The Difference Between an S-Crop and a C-Corp

As your business expands, Incorporating your business can secure assets, present tax breaks, and attract investors. But forming a corporation takes more than filing articles of incorporation. The Internal Revenue Service (IRS) requires that corporations to choose one of two tax structures. The right choice isn’t always obvious when weighing an S corp vs. a C corp.
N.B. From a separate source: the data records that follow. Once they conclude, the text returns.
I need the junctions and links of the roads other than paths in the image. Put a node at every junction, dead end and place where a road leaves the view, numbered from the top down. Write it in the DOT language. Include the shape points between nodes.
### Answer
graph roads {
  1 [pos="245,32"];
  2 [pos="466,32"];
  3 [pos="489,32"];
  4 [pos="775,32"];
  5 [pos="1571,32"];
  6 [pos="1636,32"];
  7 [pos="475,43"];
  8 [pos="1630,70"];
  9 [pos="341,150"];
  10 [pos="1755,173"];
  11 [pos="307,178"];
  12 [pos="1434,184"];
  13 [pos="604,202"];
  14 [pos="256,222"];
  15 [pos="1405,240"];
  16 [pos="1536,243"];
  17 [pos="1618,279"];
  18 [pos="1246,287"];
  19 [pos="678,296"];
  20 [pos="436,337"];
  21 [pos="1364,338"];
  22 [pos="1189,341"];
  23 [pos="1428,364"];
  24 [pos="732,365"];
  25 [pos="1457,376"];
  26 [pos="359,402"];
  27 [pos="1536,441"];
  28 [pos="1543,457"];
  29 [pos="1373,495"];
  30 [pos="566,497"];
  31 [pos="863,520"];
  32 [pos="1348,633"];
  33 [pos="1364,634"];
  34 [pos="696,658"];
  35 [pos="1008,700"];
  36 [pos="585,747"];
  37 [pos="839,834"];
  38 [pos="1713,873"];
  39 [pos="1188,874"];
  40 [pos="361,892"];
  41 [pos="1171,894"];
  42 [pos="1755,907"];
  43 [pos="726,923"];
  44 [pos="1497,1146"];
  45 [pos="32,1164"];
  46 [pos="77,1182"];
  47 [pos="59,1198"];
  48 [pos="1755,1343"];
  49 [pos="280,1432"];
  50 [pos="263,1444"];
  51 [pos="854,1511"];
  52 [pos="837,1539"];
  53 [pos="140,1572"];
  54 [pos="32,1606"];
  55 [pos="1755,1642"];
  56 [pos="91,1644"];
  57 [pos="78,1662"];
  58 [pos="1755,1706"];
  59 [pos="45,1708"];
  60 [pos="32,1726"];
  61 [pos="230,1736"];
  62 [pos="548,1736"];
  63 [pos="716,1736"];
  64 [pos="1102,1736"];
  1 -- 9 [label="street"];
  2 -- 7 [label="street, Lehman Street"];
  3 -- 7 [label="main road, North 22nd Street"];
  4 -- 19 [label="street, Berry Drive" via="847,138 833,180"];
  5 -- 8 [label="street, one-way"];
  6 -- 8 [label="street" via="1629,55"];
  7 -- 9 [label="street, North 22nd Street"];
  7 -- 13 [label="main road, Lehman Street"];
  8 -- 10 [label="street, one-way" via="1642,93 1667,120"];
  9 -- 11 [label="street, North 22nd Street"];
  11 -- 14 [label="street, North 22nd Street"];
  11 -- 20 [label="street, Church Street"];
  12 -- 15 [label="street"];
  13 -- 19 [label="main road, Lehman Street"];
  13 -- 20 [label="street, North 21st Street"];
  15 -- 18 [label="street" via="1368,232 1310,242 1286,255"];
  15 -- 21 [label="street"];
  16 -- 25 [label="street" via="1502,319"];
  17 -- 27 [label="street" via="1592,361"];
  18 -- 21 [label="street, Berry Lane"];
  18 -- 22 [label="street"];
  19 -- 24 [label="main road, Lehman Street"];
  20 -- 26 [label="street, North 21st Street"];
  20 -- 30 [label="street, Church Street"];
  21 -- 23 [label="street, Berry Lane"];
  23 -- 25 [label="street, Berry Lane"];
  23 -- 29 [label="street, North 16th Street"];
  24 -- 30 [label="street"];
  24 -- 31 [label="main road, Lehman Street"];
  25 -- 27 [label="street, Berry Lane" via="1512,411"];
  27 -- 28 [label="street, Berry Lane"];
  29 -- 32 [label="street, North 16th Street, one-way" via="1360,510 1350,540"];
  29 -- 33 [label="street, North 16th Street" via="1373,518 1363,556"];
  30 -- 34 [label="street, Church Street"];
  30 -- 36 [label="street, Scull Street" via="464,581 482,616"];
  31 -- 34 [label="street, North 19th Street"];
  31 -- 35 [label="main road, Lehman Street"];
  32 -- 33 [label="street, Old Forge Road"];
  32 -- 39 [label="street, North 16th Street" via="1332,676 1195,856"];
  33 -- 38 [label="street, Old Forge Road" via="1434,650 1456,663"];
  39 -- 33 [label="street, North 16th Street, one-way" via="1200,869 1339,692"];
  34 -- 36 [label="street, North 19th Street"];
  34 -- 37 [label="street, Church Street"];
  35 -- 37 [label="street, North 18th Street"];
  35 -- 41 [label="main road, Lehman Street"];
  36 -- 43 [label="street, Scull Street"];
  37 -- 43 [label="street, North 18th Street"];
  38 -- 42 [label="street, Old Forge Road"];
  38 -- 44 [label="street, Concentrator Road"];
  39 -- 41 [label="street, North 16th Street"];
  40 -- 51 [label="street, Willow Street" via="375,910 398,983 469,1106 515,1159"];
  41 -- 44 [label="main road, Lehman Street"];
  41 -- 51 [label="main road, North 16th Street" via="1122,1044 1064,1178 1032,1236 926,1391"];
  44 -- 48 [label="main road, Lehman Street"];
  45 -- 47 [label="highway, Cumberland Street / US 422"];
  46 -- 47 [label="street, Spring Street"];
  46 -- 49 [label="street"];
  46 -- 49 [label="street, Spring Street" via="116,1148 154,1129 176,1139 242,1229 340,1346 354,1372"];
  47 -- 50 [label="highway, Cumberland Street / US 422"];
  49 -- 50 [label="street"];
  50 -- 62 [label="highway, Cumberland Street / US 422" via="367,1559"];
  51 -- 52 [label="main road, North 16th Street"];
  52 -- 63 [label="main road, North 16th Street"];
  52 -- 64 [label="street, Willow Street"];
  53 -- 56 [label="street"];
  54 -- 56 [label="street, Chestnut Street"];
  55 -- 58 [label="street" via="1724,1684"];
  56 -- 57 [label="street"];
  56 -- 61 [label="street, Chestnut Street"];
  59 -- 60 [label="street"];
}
C corporation and S corporation designations are both strong choices. While they have some similarities, they also have some crucial differences. Before you make your decision, ensure you understand the pros and cons of each option. That way, you can rest assured you set up your corporation for success.

What is an S-Corp?

An S-Corp is a business structure permitted under the tax code to pass its taxable income, credits, deductions, and losses directly to its shareholders. An S-Corp prevents your business from incurring corporate double taxation. To become an S-Corp, your business must first be registered as a C-Corp.
In an S-Corp, the business owners are called Shareholders. In this structure, the business owners are employees, and you must pay yourself a reasonable salary. To qualify as an S-Corp, your business must have 1-100 shareholders, be in the United States, and file with the IRS.

Pros of an S-Corp:

  • Tax Benefits: Business owners do not have to pay federal taxes at the corporate level. Business owners don’t have to pay accumulated earnings tax. 
  • Employee income: Shareholders can work as employees and receive a salary.
  • Transfer of Ownership: Shareholders can transfer their interest without tax consequences.
  • Credibility: S-Corp status may help establish credibility with customers, clients, suppliers, or investors.

Cons of an S-Corp:

  • IRS Scrutiny: The IRS scrutinizes how S-Corps pay their employees because they can disguise salaries as corporate distributions to avoid paying payroll taxes.
  • Taxes on benefits: Most corporate benefits are taxable as compensation to employee shareholders who own more than 2%. 
  • Stock Restrictions: They can only have 100 shareholders and only one class of stock, although they can issue both voting and non-voting shares.

What is a C-Corp?

A C-Corp is a legal structure for a corporation in which the owners, or shareholders, are taxed separately from the entity. C-Corps are the most common type of corporate structure in America. Within a C-Corp, the business is taxed separately from the business owner(s). They ensure that the business owner(s) are not held personally responsible for business debts or lawsuits.
C-Corps are owned by shareholders, each who owns stock in the company. Other structures limit the number of shareholders, but C-Corps can have unlimited investors.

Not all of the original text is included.